Esco dalla doccia, mi avvolgo nell'accappatoio e creo un turbante con un asciugamano per inumidire i capelli.

«Jane! Ho finito!» urlo alla mia amica, uscendo dal bagno.

Lei arriva, con i capelli imbiancati dalla farina e la panna in faccia. Senza dire una parola, entra in bagno e chiude la porta.

Mi lascio sfuggire un sorriso, per poi andare nella nostra camera. Dato che il mio trasloco è stato del tutto improvviso, io e Jane siamo costrette a dormire nello stesso letto. Non che mi dia fastidio, anzi: lo facciamo praticamente da quando ci conosciamo! Però... È un po' scomodo, ma non posso lamentarmi, perché l'affitto è stranamente basso, per essere un appartamento del centro, e sarebbe una stupidaggine cercarne un altro.

Spalanco le porte dell'armadio e lo squadro con insistenza, indecisa su cosa indossare. Alla fine, scelgo di mettermi un vestito blu oltremare, con la gonna sfumata di blu elettrico. È lungo fino al ginocchio e si intona con le punte azzurre dei miei capelli. Ci abbino un paio di tacchi della stessa sfumatura e una collana che mi ha regalato Jane per il mio ventitreesimo compleanno.

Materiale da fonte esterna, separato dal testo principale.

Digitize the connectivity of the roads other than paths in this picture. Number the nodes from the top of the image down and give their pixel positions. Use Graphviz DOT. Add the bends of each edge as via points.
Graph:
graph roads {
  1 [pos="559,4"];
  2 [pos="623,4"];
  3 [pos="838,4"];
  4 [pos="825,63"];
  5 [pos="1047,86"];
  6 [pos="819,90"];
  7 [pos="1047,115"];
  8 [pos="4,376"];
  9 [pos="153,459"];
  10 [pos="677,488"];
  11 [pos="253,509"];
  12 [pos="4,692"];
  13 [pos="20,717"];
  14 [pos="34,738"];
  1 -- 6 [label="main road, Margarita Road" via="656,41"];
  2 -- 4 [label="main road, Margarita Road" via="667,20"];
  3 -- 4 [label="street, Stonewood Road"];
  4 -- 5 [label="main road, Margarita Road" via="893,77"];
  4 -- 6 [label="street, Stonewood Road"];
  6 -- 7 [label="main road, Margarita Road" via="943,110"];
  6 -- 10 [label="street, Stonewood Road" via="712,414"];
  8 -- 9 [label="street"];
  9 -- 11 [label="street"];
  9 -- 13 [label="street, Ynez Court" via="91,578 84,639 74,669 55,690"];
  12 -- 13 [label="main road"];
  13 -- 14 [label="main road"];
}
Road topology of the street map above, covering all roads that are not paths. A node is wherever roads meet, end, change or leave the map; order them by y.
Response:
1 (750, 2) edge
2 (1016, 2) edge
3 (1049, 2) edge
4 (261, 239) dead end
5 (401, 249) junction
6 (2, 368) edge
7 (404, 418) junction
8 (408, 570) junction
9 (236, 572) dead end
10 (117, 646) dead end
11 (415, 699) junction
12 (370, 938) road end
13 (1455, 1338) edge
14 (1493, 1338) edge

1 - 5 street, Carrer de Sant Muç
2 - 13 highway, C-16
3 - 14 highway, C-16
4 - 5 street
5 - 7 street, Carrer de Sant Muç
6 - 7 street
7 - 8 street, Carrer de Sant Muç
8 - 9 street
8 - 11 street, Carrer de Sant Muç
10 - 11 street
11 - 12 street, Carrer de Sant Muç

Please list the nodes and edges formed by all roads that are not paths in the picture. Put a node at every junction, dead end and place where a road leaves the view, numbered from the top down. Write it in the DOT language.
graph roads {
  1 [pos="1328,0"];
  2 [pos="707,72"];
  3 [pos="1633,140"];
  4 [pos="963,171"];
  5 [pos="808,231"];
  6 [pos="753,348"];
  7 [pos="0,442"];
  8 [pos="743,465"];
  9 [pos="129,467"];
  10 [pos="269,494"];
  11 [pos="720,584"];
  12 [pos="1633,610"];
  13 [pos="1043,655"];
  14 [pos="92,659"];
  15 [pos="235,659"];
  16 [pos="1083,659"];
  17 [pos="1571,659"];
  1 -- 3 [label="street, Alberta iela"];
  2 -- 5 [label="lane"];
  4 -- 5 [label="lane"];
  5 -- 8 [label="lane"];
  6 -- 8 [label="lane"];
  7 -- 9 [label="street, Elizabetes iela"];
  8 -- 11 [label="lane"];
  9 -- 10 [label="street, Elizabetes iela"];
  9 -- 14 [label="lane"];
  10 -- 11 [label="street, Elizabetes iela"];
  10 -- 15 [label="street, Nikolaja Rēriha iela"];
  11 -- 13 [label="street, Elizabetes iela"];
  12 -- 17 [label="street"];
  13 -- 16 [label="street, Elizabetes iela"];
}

Mi trucco con del rimmel ed eyeliner nero per poi sciogliere i capelli, creando dei boccoli sulle punte. Infine, mi do un'occhiata nello specchio a parete nel corridoio, soddisfatta del risultato.

Rifinisco le ultime cose in cucina, poi prendo l'antipasto e lo poso sul tavolinetto davanti al divano.

Mi getto sulla poltrona e invio un messaggio a mio cugino Josh.

"Ehi, scemo! Com'è andata a lavoro?"

"Oh, il solito: un sacco di carte da firmare. Tu, invece?" mi risponde.

"A posto, come sempre"

Non mi piace molto parlare delle mie giornate, soprattutto in un periodo come questo. Neanche con mio cugino, o con Jane. Preferisco tenermi tutto dentro.

Suonano alla porta.

"Devo andare: Jane ha invitato qualcuno a cena"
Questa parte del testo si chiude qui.